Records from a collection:
== Segment start ==
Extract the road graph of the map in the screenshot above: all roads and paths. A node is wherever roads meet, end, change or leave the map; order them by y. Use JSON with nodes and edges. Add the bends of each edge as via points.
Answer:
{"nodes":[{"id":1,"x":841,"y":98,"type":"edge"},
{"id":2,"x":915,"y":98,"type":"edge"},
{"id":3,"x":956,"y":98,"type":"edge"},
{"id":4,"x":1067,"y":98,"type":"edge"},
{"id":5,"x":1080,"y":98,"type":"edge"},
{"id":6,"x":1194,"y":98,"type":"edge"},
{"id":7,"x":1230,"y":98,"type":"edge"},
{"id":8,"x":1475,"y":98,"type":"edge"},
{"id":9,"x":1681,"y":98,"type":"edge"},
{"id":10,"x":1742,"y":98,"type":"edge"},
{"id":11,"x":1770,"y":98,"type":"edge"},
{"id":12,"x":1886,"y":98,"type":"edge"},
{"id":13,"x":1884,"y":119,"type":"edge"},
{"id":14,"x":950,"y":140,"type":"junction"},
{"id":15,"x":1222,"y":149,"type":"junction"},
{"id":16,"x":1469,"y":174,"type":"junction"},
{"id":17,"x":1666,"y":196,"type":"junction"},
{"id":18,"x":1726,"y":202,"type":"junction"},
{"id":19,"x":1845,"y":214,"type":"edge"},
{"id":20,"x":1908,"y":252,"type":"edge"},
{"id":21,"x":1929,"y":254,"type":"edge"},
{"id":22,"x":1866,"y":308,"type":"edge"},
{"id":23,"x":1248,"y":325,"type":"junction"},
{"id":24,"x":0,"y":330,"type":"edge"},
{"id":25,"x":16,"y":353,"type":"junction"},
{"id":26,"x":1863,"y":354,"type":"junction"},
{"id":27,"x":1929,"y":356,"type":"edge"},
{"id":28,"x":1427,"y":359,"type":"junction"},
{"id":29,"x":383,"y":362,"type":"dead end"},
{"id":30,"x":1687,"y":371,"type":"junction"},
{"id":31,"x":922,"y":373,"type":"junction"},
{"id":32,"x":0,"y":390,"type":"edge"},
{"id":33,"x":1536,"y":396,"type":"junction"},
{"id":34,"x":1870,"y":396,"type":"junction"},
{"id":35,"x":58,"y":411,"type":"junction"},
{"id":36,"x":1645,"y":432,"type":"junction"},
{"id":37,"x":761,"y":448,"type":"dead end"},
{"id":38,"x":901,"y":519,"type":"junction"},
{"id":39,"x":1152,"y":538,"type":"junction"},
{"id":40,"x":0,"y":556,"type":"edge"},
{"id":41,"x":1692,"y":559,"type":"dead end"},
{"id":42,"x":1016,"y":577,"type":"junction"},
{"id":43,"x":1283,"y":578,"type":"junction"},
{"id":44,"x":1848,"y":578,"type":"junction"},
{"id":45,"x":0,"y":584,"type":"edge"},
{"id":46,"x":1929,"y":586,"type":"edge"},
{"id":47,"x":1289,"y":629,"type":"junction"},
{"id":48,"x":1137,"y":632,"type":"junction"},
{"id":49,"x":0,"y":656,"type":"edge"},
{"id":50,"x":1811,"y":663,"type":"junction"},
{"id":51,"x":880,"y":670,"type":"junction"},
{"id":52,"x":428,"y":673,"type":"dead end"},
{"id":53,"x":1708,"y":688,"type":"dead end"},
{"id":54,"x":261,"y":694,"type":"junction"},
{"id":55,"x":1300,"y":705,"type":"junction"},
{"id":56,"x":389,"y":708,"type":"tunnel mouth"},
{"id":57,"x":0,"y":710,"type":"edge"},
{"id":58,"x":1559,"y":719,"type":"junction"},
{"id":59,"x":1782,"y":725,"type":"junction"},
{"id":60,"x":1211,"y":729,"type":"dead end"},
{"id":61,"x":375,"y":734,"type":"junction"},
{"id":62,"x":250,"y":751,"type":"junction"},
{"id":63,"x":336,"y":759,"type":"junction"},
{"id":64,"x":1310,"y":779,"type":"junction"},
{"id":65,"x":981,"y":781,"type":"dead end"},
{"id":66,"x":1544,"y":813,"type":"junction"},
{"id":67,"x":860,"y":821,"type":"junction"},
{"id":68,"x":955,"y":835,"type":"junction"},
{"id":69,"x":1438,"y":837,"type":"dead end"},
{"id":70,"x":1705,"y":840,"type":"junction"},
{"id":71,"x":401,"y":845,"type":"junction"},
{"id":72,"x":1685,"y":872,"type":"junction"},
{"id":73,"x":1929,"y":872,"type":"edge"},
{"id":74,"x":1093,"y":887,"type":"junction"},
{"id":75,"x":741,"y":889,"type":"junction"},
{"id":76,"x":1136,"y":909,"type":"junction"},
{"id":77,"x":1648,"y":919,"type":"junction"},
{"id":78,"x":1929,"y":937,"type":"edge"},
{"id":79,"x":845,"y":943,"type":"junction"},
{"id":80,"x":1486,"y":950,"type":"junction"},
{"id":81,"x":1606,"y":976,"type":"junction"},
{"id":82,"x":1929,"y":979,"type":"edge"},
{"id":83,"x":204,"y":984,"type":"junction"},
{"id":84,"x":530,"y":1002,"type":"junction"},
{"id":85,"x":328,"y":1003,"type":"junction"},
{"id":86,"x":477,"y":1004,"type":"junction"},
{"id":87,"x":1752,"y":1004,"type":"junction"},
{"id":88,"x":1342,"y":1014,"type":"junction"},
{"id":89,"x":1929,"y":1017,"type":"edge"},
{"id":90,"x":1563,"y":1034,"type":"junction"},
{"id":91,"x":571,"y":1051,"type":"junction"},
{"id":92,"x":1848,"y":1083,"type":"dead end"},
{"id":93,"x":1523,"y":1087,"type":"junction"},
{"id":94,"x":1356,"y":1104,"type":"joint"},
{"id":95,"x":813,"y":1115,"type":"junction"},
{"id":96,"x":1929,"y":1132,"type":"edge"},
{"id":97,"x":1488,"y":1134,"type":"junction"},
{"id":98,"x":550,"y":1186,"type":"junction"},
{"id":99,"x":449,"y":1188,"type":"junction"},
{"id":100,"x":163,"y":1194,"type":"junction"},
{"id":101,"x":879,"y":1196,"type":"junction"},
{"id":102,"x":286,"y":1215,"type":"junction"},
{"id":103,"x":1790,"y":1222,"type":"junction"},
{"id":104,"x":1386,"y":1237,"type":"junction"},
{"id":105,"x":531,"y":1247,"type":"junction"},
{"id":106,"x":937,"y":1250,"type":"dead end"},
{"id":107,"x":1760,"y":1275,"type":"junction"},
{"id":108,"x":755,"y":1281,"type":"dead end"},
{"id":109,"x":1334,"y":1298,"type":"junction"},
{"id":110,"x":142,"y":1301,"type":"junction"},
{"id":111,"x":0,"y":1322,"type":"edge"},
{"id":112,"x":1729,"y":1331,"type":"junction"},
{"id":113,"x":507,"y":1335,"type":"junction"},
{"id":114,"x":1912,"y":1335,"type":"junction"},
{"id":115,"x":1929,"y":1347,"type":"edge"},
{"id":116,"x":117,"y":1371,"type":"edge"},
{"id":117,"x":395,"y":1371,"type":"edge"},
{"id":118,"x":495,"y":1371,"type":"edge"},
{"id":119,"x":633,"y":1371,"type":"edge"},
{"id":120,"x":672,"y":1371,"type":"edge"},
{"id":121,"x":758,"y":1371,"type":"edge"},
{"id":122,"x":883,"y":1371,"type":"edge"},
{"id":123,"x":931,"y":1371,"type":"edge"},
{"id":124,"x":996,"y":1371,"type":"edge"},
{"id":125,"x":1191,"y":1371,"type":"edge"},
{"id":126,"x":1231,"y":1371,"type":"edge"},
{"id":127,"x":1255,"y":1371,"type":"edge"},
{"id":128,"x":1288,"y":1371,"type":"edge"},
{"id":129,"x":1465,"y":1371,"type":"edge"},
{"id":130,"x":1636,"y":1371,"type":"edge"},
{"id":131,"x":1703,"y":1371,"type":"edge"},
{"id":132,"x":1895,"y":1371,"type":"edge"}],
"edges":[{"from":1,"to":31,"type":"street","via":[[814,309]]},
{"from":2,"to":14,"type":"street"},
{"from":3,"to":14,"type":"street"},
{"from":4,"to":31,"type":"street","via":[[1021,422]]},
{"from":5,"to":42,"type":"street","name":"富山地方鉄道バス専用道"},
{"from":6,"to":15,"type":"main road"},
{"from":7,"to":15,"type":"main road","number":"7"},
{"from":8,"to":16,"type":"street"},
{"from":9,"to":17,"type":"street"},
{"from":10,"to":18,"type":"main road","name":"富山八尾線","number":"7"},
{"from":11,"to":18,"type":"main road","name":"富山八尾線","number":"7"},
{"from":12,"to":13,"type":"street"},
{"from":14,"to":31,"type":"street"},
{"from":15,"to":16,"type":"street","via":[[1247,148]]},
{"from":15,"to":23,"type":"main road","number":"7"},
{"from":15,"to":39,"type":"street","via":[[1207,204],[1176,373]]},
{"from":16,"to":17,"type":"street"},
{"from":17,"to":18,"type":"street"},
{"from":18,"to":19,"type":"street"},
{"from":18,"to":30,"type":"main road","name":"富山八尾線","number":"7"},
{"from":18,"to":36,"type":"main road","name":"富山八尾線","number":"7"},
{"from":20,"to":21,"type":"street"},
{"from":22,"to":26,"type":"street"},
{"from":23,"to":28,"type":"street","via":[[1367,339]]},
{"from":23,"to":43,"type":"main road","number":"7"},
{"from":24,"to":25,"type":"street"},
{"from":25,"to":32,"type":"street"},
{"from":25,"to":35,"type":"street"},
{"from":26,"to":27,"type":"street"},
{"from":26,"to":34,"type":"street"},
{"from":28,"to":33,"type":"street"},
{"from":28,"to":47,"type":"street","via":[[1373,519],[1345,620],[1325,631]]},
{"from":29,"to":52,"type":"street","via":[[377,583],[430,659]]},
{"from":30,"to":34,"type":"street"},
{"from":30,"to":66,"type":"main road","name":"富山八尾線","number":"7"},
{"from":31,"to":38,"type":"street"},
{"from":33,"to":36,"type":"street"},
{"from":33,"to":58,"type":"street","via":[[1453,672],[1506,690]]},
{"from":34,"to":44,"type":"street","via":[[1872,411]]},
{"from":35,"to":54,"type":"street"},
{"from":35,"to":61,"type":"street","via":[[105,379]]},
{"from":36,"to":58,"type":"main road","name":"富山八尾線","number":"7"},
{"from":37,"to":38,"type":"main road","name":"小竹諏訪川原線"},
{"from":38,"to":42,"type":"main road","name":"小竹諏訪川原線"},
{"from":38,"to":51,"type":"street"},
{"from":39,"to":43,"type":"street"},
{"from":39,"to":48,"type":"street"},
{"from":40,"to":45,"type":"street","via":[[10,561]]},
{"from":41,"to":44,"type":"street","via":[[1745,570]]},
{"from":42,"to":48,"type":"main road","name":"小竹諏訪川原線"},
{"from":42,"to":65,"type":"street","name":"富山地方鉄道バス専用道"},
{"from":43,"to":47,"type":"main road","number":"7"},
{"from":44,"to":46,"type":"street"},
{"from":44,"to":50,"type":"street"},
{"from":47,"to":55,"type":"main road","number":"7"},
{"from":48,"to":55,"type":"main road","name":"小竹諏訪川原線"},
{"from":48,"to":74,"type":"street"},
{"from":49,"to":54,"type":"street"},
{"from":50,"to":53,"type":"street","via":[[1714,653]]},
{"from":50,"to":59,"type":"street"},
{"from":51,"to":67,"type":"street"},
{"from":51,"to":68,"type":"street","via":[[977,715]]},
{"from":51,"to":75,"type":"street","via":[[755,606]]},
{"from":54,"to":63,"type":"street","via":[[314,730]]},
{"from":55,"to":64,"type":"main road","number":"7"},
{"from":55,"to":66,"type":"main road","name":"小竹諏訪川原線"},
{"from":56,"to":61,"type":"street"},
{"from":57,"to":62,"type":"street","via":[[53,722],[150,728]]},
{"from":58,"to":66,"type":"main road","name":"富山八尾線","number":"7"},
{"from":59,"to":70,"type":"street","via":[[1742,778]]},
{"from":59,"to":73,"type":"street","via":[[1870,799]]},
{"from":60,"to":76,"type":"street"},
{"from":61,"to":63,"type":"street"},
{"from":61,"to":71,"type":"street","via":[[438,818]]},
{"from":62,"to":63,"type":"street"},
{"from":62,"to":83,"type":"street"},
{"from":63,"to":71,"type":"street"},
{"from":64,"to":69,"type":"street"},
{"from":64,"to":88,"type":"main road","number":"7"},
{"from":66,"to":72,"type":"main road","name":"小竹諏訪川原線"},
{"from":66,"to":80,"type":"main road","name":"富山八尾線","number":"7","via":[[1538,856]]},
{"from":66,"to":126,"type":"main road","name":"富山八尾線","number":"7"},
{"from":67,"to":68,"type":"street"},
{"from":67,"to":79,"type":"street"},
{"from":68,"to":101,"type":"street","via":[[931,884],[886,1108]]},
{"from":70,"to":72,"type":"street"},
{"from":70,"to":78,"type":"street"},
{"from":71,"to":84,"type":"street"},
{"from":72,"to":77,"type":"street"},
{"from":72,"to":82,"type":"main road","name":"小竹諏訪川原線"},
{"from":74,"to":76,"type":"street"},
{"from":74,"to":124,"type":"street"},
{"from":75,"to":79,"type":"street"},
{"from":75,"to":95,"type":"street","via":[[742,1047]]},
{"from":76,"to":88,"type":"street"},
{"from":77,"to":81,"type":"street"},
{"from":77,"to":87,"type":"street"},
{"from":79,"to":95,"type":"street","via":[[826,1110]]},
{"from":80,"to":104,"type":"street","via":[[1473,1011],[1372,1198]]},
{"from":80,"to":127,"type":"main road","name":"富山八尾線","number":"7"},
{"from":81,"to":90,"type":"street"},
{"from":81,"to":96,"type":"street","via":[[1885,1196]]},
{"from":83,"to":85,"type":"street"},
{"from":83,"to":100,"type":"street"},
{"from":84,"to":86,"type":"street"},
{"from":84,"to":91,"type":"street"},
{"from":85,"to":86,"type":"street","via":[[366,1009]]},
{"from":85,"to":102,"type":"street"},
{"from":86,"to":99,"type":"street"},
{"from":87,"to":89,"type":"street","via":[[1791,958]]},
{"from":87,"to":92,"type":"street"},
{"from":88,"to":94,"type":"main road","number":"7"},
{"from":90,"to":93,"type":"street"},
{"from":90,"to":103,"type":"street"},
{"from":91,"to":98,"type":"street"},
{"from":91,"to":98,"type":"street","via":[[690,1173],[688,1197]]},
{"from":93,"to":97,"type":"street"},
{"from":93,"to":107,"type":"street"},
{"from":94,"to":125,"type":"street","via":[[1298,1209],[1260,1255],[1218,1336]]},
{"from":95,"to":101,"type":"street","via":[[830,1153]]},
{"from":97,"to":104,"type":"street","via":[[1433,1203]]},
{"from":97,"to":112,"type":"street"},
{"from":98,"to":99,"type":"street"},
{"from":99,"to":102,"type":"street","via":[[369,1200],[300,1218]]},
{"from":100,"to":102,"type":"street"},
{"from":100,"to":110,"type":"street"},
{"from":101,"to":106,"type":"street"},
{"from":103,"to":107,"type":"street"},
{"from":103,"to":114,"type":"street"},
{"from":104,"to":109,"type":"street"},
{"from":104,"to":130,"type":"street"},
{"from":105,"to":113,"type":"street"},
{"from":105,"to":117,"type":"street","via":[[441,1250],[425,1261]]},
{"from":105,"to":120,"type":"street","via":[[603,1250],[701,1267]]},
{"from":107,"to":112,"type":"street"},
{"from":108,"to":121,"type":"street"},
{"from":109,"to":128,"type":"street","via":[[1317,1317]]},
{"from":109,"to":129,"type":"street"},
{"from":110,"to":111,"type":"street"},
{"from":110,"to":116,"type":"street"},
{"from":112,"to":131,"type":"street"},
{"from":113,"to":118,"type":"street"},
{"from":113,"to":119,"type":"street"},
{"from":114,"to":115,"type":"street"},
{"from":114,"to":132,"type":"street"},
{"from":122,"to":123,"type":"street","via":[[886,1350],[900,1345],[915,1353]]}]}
== Segment end ==
WORK ORDER.
Report each line of the data that includes the string "edges".

RESULT BELOW.
Extract the road graph of the map in the screenshot above: all roads and paths. A node is wherever roads meet, end, change or leave the map; order them by y. Use JSON with nodes and edges. Add the bends of each edge as via points.
"edges":[{"from":1,"to":31,"type":"street","via":[[814,309]]},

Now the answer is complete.